### WHAT IS EXPECTED
Beneath this task are records; tally the lines in them that contain "height" and report only the number.

Segment Start: SUPPLIED DATA

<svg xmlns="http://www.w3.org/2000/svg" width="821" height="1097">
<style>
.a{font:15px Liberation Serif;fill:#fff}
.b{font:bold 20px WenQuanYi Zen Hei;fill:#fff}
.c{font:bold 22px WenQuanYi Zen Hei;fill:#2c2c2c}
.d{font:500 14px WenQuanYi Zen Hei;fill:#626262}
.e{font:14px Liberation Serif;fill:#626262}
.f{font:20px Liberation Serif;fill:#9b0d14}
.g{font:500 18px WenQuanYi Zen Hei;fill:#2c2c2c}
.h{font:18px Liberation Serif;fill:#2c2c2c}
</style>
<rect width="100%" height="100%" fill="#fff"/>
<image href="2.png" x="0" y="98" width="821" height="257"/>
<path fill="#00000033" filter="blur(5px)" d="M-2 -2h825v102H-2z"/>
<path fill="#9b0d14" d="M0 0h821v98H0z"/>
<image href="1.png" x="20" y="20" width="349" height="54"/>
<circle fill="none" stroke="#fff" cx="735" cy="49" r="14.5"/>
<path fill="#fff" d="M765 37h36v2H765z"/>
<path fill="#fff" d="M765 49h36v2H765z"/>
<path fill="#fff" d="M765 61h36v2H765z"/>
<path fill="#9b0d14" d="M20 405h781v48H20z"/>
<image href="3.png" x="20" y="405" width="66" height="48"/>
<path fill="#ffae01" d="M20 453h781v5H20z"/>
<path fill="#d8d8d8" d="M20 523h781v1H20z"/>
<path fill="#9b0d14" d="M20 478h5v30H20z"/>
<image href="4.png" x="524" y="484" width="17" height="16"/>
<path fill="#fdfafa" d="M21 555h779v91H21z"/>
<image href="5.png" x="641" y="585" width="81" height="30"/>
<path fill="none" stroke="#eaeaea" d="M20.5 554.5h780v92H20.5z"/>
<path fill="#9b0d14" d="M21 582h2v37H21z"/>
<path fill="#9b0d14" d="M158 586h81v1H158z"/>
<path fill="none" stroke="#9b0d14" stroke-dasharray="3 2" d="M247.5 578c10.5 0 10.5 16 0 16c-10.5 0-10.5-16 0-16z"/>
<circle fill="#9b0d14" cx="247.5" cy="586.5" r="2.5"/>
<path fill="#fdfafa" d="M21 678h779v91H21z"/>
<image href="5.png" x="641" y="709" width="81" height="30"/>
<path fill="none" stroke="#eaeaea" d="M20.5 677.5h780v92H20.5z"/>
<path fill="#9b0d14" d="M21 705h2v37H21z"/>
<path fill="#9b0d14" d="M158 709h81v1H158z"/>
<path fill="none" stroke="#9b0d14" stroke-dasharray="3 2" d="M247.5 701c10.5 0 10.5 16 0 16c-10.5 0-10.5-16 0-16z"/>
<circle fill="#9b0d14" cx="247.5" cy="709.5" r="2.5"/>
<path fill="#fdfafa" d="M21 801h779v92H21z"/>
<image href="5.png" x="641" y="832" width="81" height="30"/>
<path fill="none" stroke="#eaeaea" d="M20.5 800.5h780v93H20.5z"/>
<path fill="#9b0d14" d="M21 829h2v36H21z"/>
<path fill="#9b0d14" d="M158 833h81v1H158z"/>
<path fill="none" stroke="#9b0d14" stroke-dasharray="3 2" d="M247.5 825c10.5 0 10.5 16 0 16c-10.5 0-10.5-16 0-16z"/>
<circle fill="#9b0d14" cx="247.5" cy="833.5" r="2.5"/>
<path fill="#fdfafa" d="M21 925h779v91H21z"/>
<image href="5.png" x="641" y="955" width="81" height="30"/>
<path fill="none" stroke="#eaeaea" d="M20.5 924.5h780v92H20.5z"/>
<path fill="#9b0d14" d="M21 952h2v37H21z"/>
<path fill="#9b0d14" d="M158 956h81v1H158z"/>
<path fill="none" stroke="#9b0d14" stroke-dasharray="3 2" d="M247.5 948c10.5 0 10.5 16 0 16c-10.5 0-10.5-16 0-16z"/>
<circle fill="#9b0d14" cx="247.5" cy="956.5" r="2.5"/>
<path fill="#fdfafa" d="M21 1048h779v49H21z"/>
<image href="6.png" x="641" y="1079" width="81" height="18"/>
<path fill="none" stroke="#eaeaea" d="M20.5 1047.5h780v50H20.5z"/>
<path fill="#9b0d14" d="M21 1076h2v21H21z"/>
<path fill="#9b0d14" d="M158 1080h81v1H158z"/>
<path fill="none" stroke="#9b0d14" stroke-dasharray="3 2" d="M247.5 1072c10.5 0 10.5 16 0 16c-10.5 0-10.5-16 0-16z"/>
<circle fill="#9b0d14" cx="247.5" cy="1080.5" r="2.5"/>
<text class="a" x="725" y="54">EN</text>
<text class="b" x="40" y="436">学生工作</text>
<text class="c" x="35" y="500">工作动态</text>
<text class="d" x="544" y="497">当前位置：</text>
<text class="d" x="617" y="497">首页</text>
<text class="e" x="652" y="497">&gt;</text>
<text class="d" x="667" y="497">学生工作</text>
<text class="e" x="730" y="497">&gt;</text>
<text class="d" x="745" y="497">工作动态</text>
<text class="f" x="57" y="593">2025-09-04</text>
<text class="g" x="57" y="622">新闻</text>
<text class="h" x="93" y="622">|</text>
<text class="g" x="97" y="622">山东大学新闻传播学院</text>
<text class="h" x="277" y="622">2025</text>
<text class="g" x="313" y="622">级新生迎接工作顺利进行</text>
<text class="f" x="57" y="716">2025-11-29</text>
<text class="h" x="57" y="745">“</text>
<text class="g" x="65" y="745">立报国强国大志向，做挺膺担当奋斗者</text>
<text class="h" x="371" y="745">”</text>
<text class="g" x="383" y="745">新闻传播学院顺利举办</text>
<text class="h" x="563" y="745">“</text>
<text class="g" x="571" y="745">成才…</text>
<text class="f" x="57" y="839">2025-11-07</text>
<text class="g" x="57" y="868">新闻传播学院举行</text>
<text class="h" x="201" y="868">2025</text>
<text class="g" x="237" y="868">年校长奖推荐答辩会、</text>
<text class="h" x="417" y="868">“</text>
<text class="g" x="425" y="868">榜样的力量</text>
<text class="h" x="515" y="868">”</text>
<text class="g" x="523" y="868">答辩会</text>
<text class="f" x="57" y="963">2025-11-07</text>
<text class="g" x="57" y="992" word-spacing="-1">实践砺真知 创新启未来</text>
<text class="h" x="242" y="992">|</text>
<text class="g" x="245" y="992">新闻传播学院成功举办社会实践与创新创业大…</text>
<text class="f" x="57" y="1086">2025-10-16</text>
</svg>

Segment End: SUPPLIED DATA

### RESULT OF THE TASK
11